> _Exercise_
What you give back must match the records below exactly, apart from the pictures, which are omitted.

> _Task material_
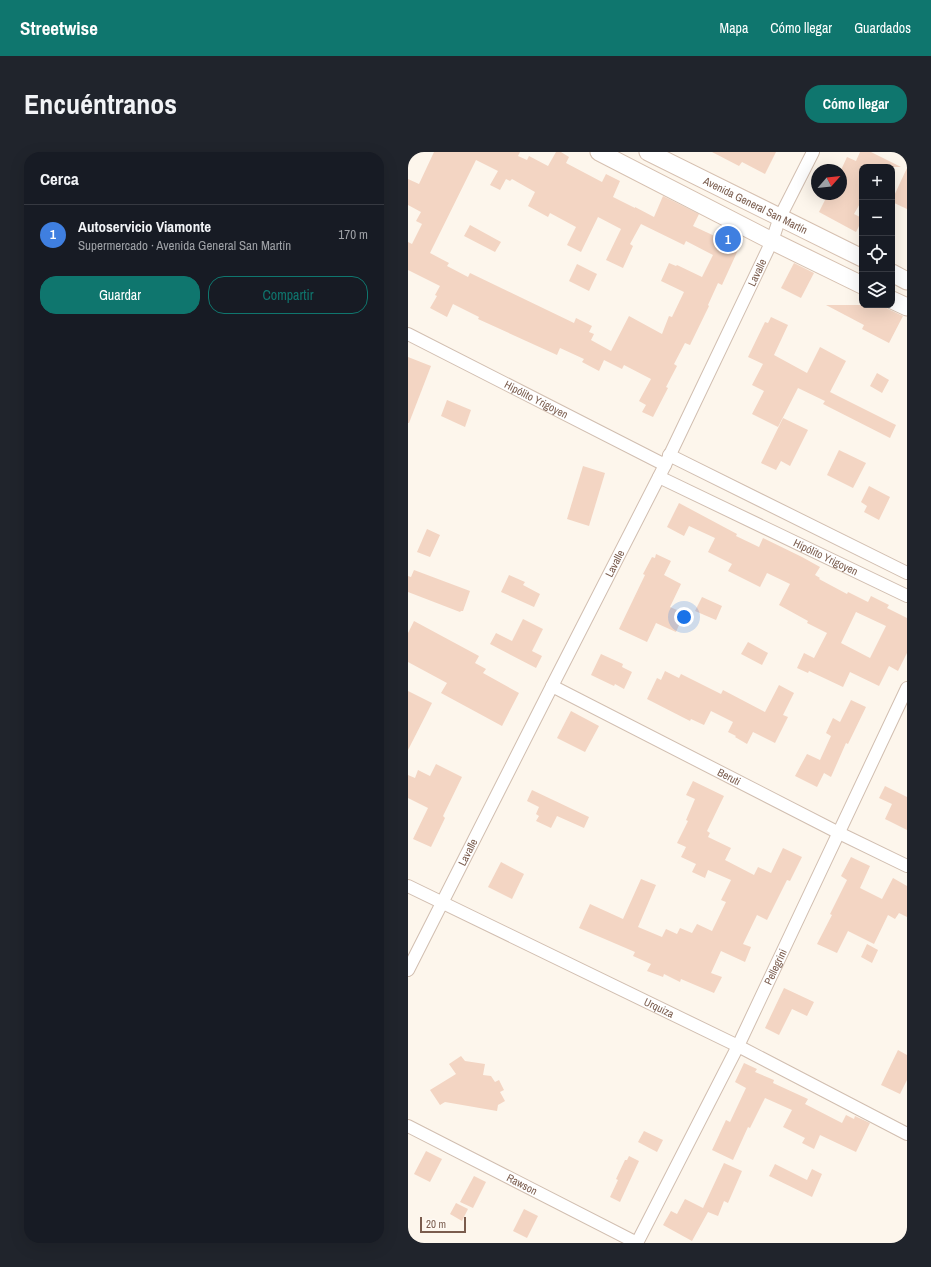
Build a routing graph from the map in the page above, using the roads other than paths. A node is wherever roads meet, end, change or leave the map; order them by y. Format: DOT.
graph roads {
  1 [pos="599,152"];
  2 [pos="648,152"];
  3 [pos="813,152"];
  4 [pos="780,217"];
  5 [pos="772,241"];
  6 [pos="859,256"];
  7 [pos="895,275"];
  8 [pos="907,281"];
  9 [pos="859,284"];
  10 [pos="895,301"];
  11 [pos="907,307"];
  12 [pos="408,334"];
  13 [pos="667,460"];
  14 [pos="658,477"];
  15 [pos="907,573"];
  16 [pos="907,596"];
  17 [pos="552,686"];
  18 [pos="907,688"];
  19 [pos="839,833"];
  20 [pos="907,866"];
  21 [pos="408,886"];
  22 [pos="442,903"];
  23 [pos="408,970"];
  24 [pos="738,1046"];
  25 [pos="408,1126"];
  26 [pos="907,1134"];
  27 [pos="637,1243"];
  1 -- 5 [label="main road"];
  2 -- 4 [label="main road, Avenida General San Martín"];
  3 -- 4 [label="street, Lavalle"];
  4 -- 5 [label="street, Lavalle"];
  4 -- 6 [label="main road, Avenida General San Martín"];
  5 -- 9 [label="main road"];
  5 -- 13 [label="street, Lavalle"];
  7 -- 8 [label="main road"];
  10 -- 11 [label="main road"];
  12 -- 13 [label="street, Hipólito Yrigoyen"];
  13 -- 14 [label="street, Lavalle"];
  13 -- 15 [label="street, Hipólito Yrigoyen"];
  14 -- 16 [label="street, Hipólito Yrigoyen"];
  14 -- 17 [label="street, Lavalle"];
  17 -- 19 [label="street, Beruti"];
  17 -- 22 [label="street, Lavalle"];
  18 -- 19 [label="street, Pellegrini"];
  19 -- 20 [label="street, Beruti"];
  19 -- 24 [label="street, Pellegrini"];
  21 -- 22 [label="street, Urquiza"];
  22 -- 23 [label="street, Lavalle"];
  22 -- 24 [label="street, Urquiza"];
  24 -- 26 [label="street, Urquiza"];
  24 -- 27 [label="street, Pellegrini"];
  25 -- 27 [label="street, Rawson"];
}
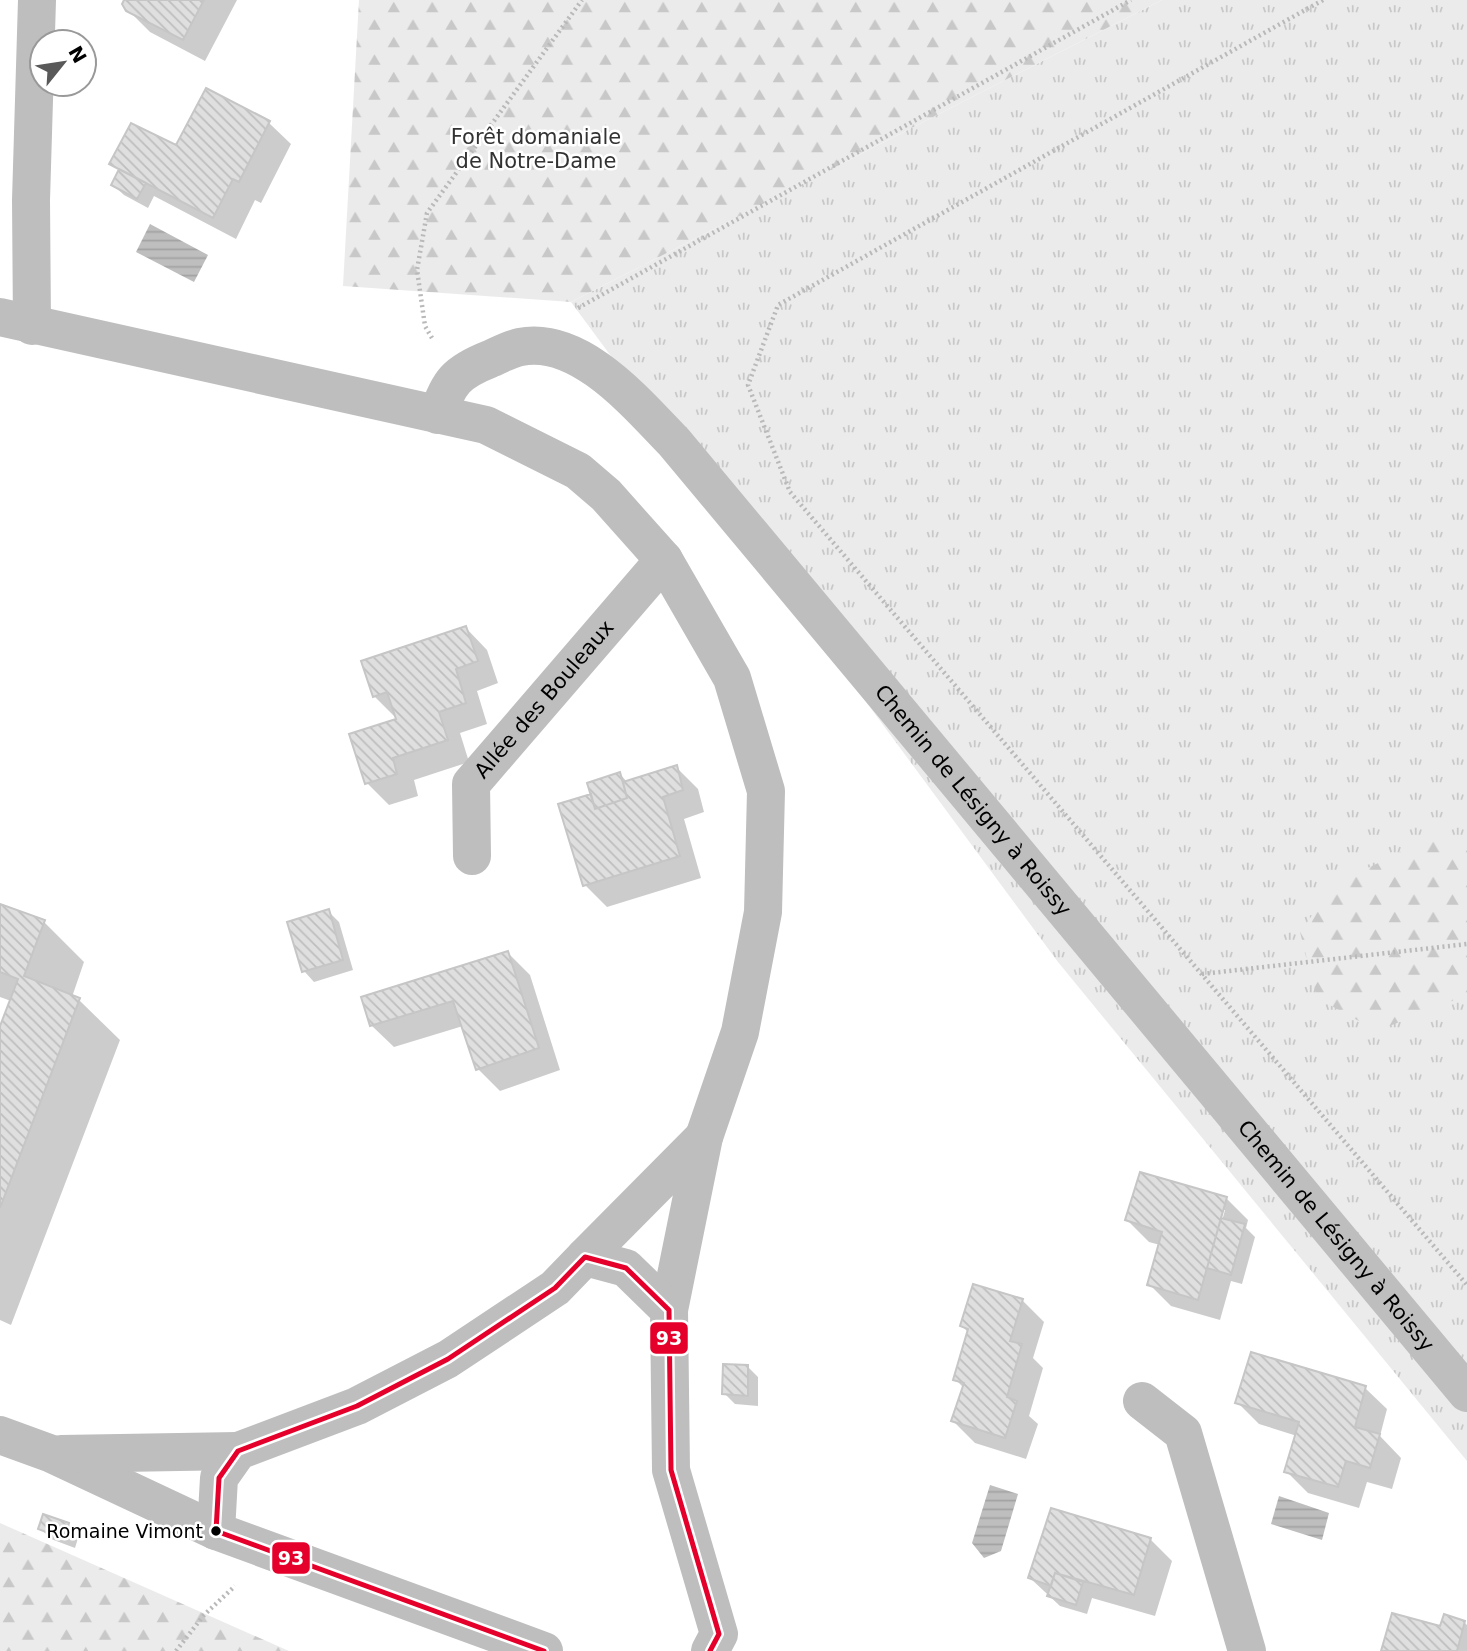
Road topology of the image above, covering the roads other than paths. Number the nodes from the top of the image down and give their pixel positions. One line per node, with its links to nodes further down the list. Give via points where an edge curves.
1 (37, 0): 2 (street, via 31,200)
2 (16, 322): 3 (street)
3 (438, 415): 4 (street, via 486,425 578,471 606,495); 9 (street, Chemin de Lésigny à Roissy, via 446,388 457,378 520,347 553,347 611,377 674,442)
4 (664, 561): 5 (street, Allée des Bouleaux, via 471,784); 6 (street, via 732,678 766,790 763,912 740,1032)
5 (472, 856)
6 (704, 1137): 7 (street); 8 (street)
7 (584, 1257): 8 (street, via 626,1268); 12 (street, via 555,1288 448,1359 357,1406)
8 (669, 1310): 15 (street, via 671,1470)
9 (1467, 1393)
10 (1142, 1401): 17 (street, via 1183,1433)
11 (0, 1435): 13 (street)
12 (238, 1451): 13 (street); 14 (street, via 219,1478)
13 (52, 1454): 14 (street)
14 (216, 1531): 16 (street)
15 (719, 1645)
16 (544, 1651)
17 (1247, 1651)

> _Result for this exercise_
Build a routing graph from the map in the page above, using the roads other than paths. A node is wherever roads meet, end, change or leave the map; order them by y. Format: DOT.
graph roads {
  1 [pos="599,152"];
  2 [pos="648,152"];
  3 [pos="813,152"];
  4 [pos="780,217"];
  5 [pos="772,241"];
  6 [pos="859,256"];
  7 [pos="895,275"];
  8 [pos="907,281"];
  9 [pos="859,284"];
  10 [pos="895,301"];
  11 [pos="907,307"];
  12 [pos="408,334"];
  13 [pos="667,460"];
  14 [pos="658,477"];
  15 [pos="907,573"];
  16 [pos="907,596"];
  17 [pos="552,686"];
  18 [pos="907,688"];
  19 [pos="839,833"];
  20 [pos="907,866"];
  21 [pos="408,886"];
  22 [pos="442,903"];
  23 [pos="408,970"];
  24 [pos="738,1046"];
  25 [pos="408,1126"];
  26 [pos="907,1134"];
  27 [pos="637,1243"];
  1 -- 5 [label="main road"];
  2 -- 4 [label="main road, Avenida General San Martín"];
  3 -- 4 [label="street, Lavalle"];
  4 -- 5 [label="street, Lavalle"];
  4 -- 6 [label="main road, Avenida General San Martín"];
  5 -- 9 [label="main road"];
  5 -- 13 [label="street, Lavalle"];
  7 -- 8 [label="main road"];
  10 -- 11 [label="main road"];
  12 -- 13 [label="street, Hipólito Yrigoyen"];
  13 -- 14 [label="street, Lavalle"];
  13 -- 15 [label="street, Hipólito Yrigoyen"];
  14 -- 16 [label="street, Hipólito Yrigoyen"];
  14 -- 17 [label="street, Lavalle"];
  17 -- 19 [label="street, Beruti"];
  17 -- 22 [label="street, Lavalle"];
  18 -- 19 [label="street, Pellegrini"];
  19 -- 20 [label="street, Beruti"];
  19 -- 24 [label="street, Pellegrini"];
  21 -- 22 [label="street, Urquiza"];
  22 -- 23 [label="street, Lavalle"];
  22 -- 24 [label="street, Urquiza"];
  24 -- 26 [label="street, Urquiza"];
  24 -- 27 [label="street, Pellegrini"];
  25 -- 27 [label="street, Rawson"];
}
Road topology of the image above, covering the roads other than paths. Number the nodes from the top of the image down and give their pixel positions. One line per node, with its links to nodes further down the list. Give via points where an edge curves.
1 (37, 0): 2 (street, via 31,200)
2 (16, 322): 3 (street)
3 (438, 415): 4 (street, via 486,425 578,471 606,495); 9 (street, Chemin de Lésigny à Roissy, via 446,388 457,378 520,347 553,347 611,377 674,442)
4 (664, 561): 5 (street, Allée des Bouleaux, via 471,784); 6 (street, via 732,678 766,790 763,912 740,1032)
5 (472, 856)
6 (704, 1137): 7 (street); 8 (street)
7 (584, 1257): 8 (street, via 626,1268); 12 (street, via 555,1288 448,1359 357,1406)
8 (669, 1310): 15 (street, via 671,1470)
9 (1467, 1393)
10 (1142, 1401): 17 (street, via 1183,1433)
11 (0, 1435): 13 (street)
12 (238, 1451): 13 (street); 14 (street, via 219,1478)
13 (52, 1454): 14 (street)
14 (216, 1531): 16 (street)
15 (719, 1645)
16 (544, 1651)
17 (1247, 1651)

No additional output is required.